Start of Input for this task

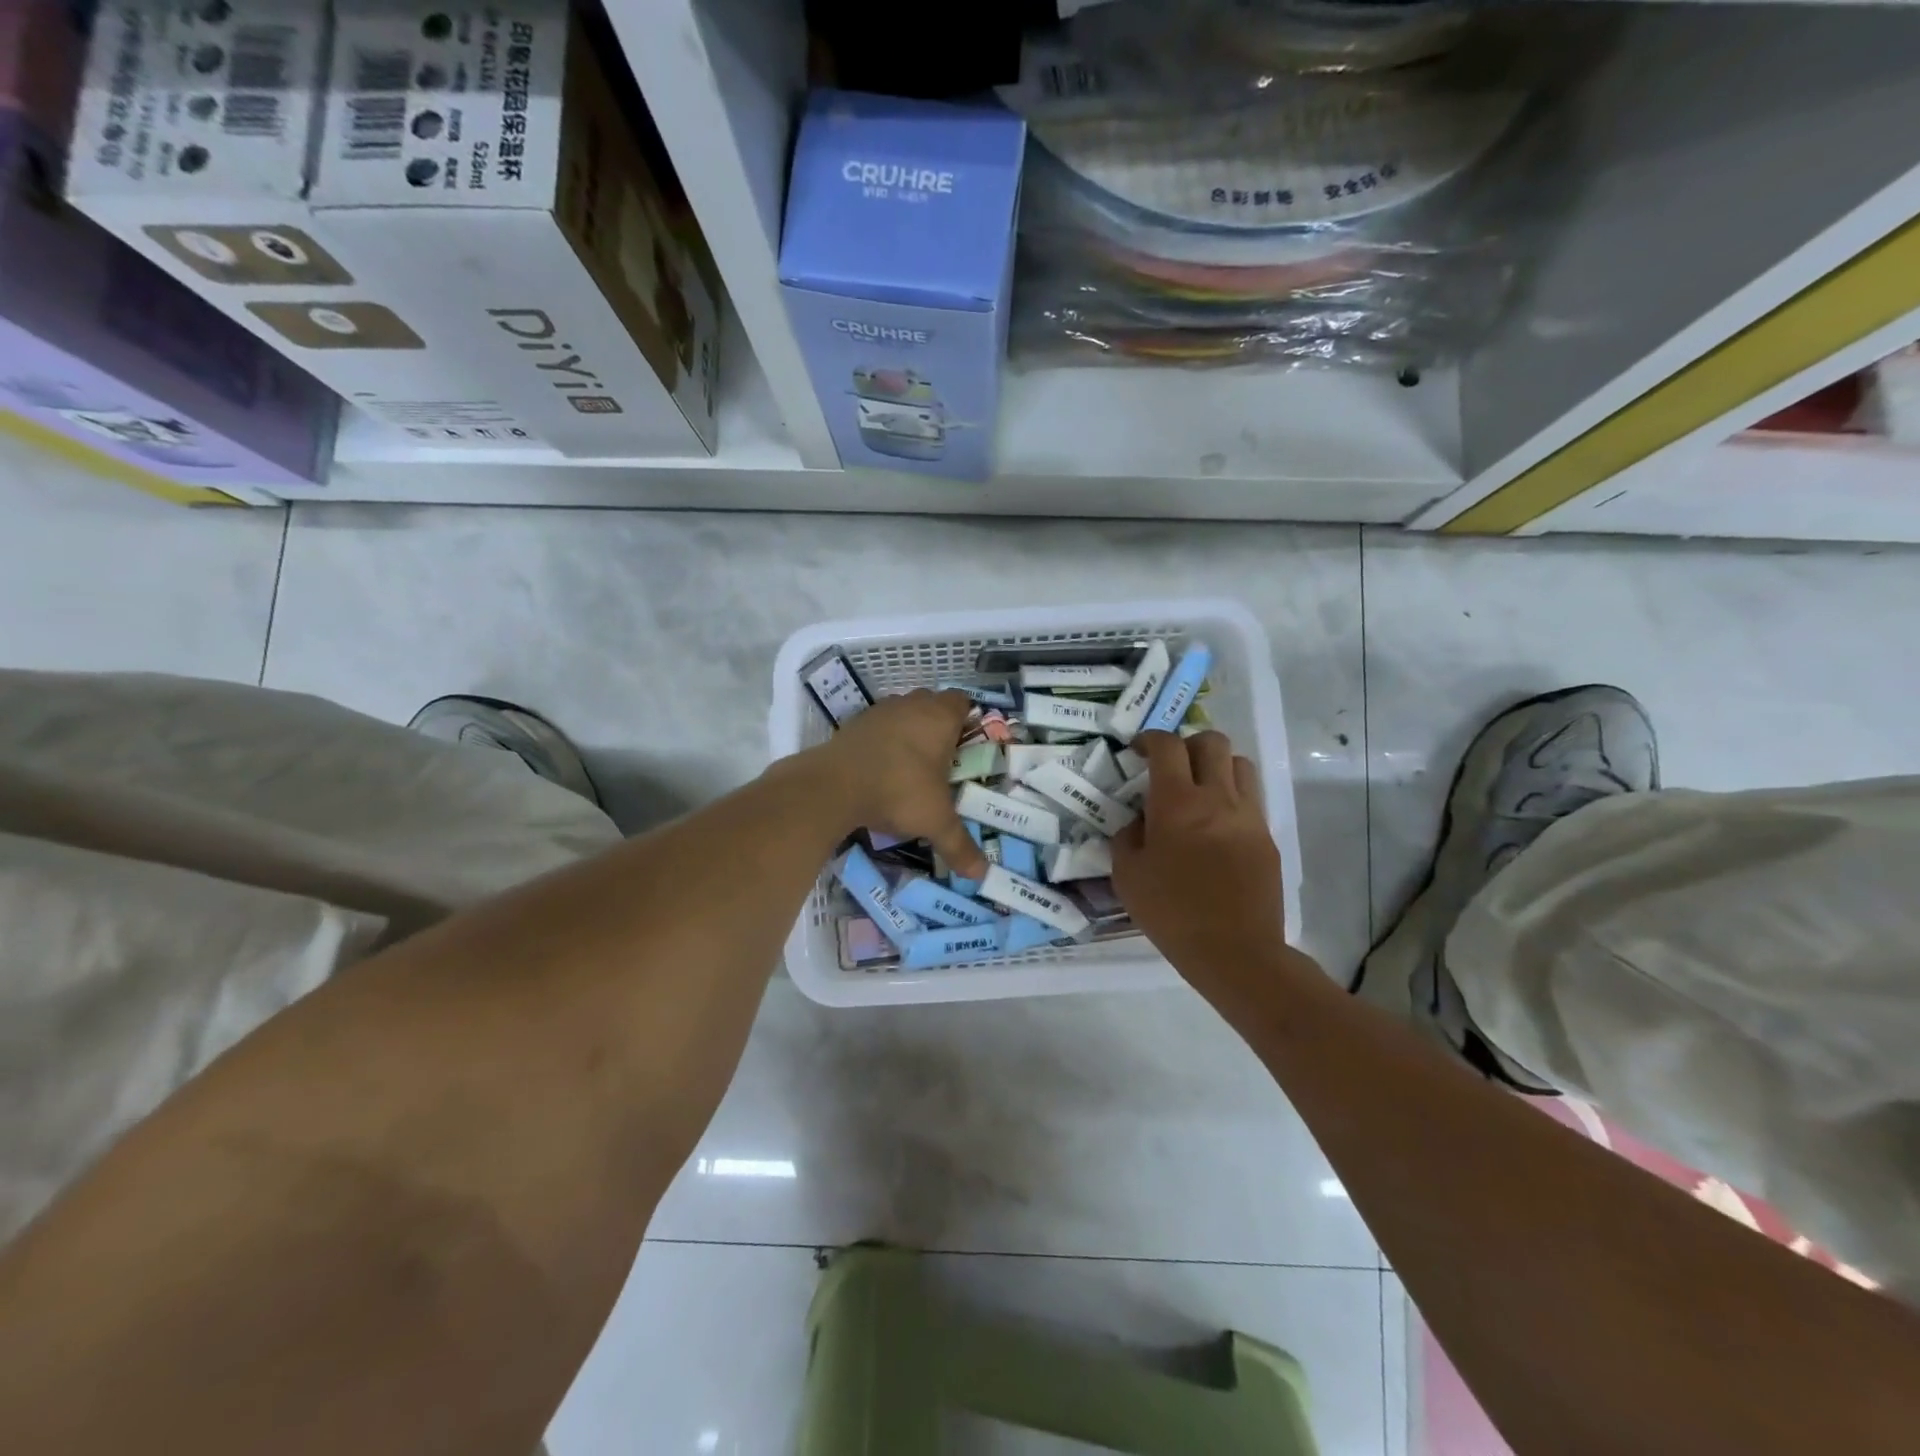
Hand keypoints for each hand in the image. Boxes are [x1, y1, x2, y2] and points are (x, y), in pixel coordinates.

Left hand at [812, 689, 988, 877]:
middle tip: (942, 759)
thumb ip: (960, 845)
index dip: (967, 720)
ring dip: (908, 731)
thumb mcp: (936, 821)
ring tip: (911, 766)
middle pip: (931, 703)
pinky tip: (881, 770)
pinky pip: (877, 727)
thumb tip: (981, 875)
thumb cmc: (899, 791)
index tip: (966, 747)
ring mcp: (879, 712)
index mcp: (940, 717)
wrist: (833, 786)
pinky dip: (882, 742)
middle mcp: (910, 705)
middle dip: (938, 726)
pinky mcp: (853, 725)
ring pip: (902, 712)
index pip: (962, 702)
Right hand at [1112, 730, 1285, 989]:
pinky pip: (1250, 798)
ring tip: (1199, 790)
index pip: (1167, 746)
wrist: (1235, 952)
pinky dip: (1231, 796)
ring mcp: (1248, 816)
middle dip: (1187, 744)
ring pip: (1239, 764)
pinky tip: (1215, 825)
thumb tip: (1139, 820)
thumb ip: (1127, 837)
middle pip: (1212, 742)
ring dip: (1216, 766)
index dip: (1150, 739)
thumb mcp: (1127, 876)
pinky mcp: (1266, 837)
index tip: (1138, 750)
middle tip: (1171, 766)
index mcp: (1177, 803)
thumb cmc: (1171, 913)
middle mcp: (1217, 798)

End of Input for this task

▶ _What you have to do_
A line belongs in the answer if it contains the word "ring"; copy every such line from the data above.

▶ _Finished task_
ring dip: (908, 731)
ring tip: (911, 766)
ring mcp: (879, 712)
ring pip: (902, 712)
ring tip: (1199, 790)
ring mcp: (1248, 816)
ring pip: (1239, 764)
ring dip: (1216, 766)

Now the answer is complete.